Domowe masło orzechowe

Ten przepis i zdjęcie leżało u mnie na dysku bardzo długo, aż wstyd się przyznawać. Masło to zrobiłam jeszcze w czasach przeddietowych. Pamiętam, że miałam na nie straszną ochotę, a nie chciało mi się jechać do sklepu. W domu były orzechy, więc postanowiłam zrobić sobie własne domowe masło orzechowe. Przepis miałam upatrzony na fotoforum gazety.pl, gdzie podała go halberek. Zrobiłam z 1/4 porcji bodajże, tyle, żeby wystarczyło na kilka kanapek. Smakowo było dobre, choć cukier trochę za bardzo trzeszczał w zębach. Przepis jest z tych, w których nie da się podać dokładnych ilości składników.
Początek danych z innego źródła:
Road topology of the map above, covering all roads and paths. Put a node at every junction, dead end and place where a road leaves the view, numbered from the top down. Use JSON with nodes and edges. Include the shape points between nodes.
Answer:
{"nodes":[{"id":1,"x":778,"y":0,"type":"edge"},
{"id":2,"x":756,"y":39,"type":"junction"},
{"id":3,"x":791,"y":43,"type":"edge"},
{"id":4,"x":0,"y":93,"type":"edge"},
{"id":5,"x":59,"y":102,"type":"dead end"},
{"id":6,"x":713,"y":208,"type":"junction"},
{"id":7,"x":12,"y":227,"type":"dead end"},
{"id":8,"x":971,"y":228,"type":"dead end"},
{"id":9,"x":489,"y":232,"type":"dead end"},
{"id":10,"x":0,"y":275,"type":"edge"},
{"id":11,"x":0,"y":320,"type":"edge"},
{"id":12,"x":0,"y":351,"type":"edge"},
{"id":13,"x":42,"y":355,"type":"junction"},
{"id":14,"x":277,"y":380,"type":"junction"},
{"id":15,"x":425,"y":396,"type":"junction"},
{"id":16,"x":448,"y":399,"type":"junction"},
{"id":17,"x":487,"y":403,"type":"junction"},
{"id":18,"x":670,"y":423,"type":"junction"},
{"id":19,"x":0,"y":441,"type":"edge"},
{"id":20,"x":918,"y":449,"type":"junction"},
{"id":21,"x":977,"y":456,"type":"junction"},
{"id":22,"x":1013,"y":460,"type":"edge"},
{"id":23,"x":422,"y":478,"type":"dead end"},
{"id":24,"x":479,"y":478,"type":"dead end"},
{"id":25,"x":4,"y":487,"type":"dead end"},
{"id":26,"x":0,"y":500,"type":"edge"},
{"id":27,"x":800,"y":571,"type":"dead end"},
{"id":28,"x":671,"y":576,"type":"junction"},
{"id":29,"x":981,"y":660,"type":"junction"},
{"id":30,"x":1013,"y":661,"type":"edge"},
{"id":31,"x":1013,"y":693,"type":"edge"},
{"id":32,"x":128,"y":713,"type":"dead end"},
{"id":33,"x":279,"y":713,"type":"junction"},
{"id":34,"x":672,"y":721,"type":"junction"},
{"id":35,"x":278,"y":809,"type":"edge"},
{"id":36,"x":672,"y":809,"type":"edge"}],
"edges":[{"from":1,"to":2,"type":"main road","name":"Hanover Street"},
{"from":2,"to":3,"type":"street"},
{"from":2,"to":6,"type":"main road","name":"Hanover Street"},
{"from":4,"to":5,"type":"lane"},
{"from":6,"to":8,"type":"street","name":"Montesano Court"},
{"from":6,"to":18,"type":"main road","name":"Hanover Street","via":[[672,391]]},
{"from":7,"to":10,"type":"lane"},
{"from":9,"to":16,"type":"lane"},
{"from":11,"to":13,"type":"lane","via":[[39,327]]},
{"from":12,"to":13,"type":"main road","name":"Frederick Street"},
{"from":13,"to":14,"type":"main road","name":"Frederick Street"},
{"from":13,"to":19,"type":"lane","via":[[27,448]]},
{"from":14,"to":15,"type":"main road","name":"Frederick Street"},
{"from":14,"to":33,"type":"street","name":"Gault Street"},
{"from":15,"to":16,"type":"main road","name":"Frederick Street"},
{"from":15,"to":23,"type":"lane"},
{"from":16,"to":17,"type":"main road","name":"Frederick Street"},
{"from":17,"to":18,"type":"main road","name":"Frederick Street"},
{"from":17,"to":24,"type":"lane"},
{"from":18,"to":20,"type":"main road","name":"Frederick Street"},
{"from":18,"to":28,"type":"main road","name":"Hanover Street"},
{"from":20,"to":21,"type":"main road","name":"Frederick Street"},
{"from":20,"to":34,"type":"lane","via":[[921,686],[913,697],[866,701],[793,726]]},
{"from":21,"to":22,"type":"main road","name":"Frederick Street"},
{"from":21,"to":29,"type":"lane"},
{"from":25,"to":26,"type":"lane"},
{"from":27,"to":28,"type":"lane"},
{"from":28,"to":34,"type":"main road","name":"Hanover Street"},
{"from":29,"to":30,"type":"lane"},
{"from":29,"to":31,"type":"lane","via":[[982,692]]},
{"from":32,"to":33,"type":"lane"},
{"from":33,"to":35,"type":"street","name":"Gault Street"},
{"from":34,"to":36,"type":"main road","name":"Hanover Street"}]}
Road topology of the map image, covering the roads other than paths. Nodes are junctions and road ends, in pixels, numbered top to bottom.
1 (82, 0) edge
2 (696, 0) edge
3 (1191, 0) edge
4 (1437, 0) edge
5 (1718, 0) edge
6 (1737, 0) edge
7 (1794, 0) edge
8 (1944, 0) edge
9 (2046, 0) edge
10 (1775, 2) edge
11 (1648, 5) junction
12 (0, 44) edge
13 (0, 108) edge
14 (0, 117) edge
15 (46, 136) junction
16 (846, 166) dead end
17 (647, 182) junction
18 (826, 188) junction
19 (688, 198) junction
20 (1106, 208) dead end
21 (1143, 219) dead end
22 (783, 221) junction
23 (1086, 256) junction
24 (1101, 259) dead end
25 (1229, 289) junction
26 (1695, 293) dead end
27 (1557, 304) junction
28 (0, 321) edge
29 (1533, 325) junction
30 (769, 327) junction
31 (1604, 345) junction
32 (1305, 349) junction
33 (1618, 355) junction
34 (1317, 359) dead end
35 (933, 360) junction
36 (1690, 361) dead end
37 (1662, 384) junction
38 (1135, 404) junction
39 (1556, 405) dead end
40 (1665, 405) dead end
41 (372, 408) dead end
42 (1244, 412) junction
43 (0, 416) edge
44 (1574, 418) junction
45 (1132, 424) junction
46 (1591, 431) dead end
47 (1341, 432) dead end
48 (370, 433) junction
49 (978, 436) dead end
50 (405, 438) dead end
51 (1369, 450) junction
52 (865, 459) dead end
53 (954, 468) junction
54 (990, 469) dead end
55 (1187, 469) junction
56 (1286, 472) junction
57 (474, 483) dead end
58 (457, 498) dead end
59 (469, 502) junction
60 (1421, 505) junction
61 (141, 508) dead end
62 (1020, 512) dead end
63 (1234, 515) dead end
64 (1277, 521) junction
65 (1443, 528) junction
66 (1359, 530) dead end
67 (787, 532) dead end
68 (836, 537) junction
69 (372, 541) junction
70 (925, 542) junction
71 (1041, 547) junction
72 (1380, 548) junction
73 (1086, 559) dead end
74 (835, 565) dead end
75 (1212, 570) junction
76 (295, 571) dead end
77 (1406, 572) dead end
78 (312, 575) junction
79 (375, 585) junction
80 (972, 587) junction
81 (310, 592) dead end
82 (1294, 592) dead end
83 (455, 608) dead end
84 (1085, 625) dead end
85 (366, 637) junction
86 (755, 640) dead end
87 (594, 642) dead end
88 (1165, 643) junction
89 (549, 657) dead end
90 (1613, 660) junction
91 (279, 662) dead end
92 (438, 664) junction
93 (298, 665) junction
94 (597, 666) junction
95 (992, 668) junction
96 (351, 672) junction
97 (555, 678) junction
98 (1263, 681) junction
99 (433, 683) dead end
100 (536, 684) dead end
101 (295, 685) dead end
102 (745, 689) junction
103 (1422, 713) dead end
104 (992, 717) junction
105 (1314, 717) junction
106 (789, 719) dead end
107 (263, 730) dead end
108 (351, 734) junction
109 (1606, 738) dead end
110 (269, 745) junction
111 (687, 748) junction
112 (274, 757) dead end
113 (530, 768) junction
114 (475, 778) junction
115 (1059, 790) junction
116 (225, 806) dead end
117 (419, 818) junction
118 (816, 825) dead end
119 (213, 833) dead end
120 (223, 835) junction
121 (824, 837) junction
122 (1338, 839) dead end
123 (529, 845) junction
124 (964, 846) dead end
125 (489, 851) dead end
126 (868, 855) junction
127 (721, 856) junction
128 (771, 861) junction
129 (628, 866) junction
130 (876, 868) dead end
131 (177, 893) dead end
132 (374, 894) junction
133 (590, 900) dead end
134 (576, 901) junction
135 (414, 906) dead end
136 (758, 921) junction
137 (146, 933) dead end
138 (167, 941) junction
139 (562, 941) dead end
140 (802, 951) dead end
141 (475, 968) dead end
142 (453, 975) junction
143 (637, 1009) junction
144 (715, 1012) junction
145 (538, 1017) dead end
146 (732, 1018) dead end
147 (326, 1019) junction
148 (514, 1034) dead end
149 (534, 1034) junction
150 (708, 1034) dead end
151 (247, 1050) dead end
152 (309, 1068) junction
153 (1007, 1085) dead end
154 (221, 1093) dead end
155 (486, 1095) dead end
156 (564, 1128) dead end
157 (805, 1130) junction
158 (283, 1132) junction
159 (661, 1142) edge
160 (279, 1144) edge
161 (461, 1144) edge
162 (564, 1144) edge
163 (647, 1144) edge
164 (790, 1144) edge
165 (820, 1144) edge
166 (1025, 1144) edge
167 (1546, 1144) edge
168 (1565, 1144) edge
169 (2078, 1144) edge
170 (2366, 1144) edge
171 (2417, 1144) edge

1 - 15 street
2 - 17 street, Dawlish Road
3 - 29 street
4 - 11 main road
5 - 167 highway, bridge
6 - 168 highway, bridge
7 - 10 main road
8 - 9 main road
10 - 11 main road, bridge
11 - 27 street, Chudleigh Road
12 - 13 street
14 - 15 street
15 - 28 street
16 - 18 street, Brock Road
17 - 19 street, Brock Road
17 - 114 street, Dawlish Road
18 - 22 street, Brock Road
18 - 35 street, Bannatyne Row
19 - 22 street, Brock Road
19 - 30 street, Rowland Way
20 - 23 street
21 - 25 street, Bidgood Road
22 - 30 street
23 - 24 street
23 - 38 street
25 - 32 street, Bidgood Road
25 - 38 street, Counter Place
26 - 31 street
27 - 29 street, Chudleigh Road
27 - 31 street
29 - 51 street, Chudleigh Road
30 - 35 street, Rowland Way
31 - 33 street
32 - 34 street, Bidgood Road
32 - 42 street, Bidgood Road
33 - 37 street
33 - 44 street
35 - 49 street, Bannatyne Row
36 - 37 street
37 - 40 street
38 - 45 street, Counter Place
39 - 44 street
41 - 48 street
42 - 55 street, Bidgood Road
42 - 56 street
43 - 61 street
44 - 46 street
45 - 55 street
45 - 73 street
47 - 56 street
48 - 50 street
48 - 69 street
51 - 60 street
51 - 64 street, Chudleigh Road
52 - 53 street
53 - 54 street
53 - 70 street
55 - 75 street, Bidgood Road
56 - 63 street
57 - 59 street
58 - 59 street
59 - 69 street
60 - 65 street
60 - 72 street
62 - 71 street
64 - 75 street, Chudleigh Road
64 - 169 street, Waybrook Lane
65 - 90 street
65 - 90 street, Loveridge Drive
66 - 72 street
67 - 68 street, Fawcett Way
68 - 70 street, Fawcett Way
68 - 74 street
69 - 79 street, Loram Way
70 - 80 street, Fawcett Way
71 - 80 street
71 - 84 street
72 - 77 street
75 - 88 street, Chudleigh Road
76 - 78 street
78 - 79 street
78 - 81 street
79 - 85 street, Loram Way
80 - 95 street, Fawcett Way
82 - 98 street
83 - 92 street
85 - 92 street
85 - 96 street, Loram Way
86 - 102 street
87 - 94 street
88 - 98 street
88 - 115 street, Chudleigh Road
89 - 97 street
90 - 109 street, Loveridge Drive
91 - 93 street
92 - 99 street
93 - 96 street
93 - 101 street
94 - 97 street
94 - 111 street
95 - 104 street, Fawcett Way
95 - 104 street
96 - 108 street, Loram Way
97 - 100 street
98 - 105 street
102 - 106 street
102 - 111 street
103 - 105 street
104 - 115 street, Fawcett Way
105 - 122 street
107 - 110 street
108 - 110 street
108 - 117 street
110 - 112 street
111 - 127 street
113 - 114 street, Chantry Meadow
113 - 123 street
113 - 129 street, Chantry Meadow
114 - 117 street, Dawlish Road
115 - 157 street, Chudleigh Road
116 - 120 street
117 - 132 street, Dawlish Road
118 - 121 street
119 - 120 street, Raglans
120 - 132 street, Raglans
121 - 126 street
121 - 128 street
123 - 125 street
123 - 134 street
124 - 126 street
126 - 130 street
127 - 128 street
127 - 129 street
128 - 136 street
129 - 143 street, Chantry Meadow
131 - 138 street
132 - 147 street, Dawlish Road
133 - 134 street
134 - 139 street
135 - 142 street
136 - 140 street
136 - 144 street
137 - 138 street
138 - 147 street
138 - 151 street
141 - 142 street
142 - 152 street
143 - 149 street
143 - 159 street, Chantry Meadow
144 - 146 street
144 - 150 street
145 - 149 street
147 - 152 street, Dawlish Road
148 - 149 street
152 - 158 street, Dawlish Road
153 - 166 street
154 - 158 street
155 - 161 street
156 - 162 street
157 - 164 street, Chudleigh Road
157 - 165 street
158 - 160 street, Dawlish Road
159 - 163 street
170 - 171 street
Potrzebne jest wyczucie i ciągłe kontrolowanie smaku i konsystencji. Trochę z tym zabawy, ale satysfakcja po skończeniu jest duża.No i przygotowanie jego nie trwa dłużej niż kwadrans. Polecam to masło do kanapek, zwłaszcza z dodatkiem dżemu lub konfitury…:)

Masło orzechowe dodaję do akcji “Śniadania majowe”.

Składniki (na bardzo duży kilogramowy słój; ja robiłam z 1/4 porcji)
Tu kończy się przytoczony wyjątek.